Mais là où les militants ont bombardé, Qamar et Blue Veins ont réuni la communauté pour reconstruire et fournir des chaises, des toilettes, des livres et d'autres matériaux nécessaires pour garantir que les filles s'inscrivent et restent à l'école. De l'avis de Qamar, la scolarisation des filles offre une alternative importante aux parents qui envisagent de marier leurs filles et lorsqu'elles sont détruites, il est déterminé à les voir reconstruites.

«Dans les [provinces] du KP et des FATA, il y a une résistance à l'éducation des filles. Aujourd'hui encore, 3 écoles ont été bombardées. La plupart d'entre eux sont transformés en séminaires ou écoles religieuses pour garçons. Lorsque nous reconstruisons des écoles pour filles, nous défions directement les militants. »

L'urgence humanitaire à travers les yeux des femmes

Lorsque les inondations ont dévasté de vastes régions du Pakistan en 2010, Qamar a exhorté le gouvernement à prendre en considération les préoccupations des femmes. Qamar a remarqué que les inondations affectaient différemment les hommes et les femmes et a poussé le gouvernement à créer un bureau des femmes pour répondre aux besoins spécifiques des femmes dans les situations de secours en cas de catastrophe.
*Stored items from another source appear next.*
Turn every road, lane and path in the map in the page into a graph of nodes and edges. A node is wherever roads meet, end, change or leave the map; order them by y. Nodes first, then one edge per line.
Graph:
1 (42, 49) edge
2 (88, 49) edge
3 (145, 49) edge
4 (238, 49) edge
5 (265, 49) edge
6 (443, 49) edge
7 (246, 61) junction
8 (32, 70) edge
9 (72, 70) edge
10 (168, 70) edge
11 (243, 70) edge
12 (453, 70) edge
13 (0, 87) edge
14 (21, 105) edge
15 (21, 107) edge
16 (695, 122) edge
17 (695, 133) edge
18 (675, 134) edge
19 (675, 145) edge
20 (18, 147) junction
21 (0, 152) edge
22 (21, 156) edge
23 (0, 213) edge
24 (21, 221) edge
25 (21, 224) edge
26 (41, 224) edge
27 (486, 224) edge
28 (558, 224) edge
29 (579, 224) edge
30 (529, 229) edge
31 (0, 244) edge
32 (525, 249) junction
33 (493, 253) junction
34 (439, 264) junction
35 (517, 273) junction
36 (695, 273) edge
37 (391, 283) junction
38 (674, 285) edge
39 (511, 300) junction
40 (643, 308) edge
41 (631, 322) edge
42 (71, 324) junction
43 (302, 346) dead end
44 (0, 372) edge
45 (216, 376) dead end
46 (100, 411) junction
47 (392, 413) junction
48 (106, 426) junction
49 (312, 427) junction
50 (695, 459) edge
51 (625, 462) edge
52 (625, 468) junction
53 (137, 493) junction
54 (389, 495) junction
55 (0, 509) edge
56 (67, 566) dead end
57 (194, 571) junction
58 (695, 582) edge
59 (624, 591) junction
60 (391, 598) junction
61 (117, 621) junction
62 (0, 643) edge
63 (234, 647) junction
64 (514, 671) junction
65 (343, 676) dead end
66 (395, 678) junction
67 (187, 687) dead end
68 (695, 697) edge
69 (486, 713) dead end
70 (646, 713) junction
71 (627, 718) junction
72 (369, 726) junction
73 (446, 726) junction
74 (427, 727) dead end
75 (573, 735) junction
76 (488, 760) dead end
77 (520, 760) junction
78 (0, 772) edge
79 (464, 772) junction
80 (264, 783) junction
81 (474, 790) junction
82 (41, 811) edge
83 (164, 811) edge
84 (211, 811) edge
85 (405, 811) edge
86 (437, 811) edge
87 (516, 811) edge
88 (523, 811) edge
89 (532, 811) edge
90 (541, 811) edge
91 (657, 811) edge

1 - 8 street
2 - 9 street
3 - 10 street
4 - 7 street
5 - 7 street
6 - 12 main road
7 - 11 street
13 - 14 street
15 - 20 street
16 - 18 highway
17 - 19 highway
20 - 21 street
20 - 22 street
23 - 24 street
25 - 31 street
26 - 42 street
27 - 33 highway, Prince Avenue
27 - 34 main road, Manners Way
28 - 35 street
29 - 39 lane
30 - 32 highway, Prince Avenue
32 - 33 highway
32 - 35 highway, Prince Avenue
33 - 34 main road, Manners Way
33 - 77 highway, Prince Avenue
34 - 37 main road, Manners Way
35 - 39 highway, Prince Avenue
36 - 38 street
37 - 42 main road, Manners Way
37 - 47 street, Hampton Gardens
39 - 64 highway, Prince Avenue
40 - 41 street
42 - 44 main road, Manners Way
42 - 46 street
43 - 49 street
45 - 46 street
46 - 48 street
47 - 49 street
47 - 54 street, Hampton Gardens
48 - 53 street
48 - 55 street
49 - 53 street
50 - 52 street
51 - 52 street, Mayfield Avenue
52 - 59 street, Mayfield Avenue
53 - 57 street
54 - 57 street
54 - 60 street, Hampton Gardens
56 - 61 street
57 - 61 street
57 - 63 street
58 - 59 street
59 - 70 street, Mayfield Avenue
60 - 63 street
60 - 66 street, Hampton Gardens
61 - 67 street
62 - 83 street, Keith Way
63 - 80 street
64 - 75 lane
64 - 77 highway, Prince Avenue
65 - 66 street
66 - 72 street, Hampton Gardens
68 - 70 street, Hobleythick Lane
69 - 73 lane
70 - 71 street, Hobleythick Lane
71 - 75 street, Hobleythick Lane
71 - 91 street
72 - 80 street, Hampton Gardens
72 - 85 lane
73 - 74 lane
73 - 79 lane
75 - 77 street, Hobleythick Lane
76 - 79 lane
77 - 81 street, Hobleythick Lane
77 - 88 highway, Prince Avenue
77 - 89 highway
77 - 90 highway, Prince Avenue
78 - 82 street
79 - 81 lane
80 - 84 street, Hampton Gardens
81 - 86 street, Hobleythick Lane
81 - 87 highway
Il existe d'innombrables exemples, des plus élémentaires, où les serviettes hygiéniques n'étaient pas incluses dans les kits d'hygiène distribués aux femmes, aux plus grands oublis, tels que le manque d'installations de santé reproductive, de contraceptifs et de représentation des femmes dans la gestion du camp, conduisant à une négligence accrue des problèmes des femmes. .

L'insécurité dans les camps a également entraîné une augmentation des mariages d'enfants, les parents inquiets estimant que le mariage protégerait leurs filles du harcèlement et de la violence. Qamar a exhorté ceux qui dirigent le camp à nommer des femmes gestionnaires pour surveiller ces problèmes. Grâce aux efforts de Qamar, le gouvernement s'est depuis engagé à adopter une approche sexospécifique dans tous les futurs secours en cas de catastrophe.

Changement de l'intérieur: résister à l'épreuve du temps

Qamar croit fermement qu'il est important de donner aux communautés les outils et les conseils dont elles ont besoin pour apporter leur propre changement. Les personnes vivant dans une communauté connaissent leurs problèmes mieux que quiconque, mais ils doivent commencer en reconnaissant les préoccupations des hommes et des femmes.

En les aidant à briser les tabous, Qamar établit un dialogue ouvert et inclusif comme point de départ des discussions communautaires sur des questions importantes et difficiles. L'accent mis sur le genre aide les communautés à valoriser la fillette et à favoriser une atmosphère dans laquelle le mariage des enfants ne peut pas prospérer.

Pourtant, après 18 ans de travail pour améliorer les conditions des femmes dans sa communauté, Qamar pense toujours qu'il y a beaucoup à faire. «Je ne suis pas du tout satisfait de notre travail, mais quand je vois le changement que j'ai provoqué dans ma maison ou dans ma famille, cela signifie beaucoup pour moi.

«Ma mère a été battue par mon grand-père parce qu'elle voulait aller à l'école. Quand je vois mes sœurs sortir seules ou se préparer à aller à l'université, cela me fait du bien. Cela m'inspire que si cela peut arriver au sein de ma famille, qui était très conservatrice, alors il est possible que le changement puisse se produire dans chaque famille au Pakistan.

Assurez-vous que Qamar et les militants comme lui obtiennent la reconnaissance qu'ils méritent et votez pour le Guardian International Achievement Development Award avant le 7 octobre 2012.

En savoir plus sur la situation actuelle au Pakistan , alors que les militants exhortent le gouvernement à prendre des mesures contre le mariage des enfants.

Le gouvernement de la province du KP a récemment annoncé un nouveau programme visant à faire appliquer effectivement l'âge minimum du mariage.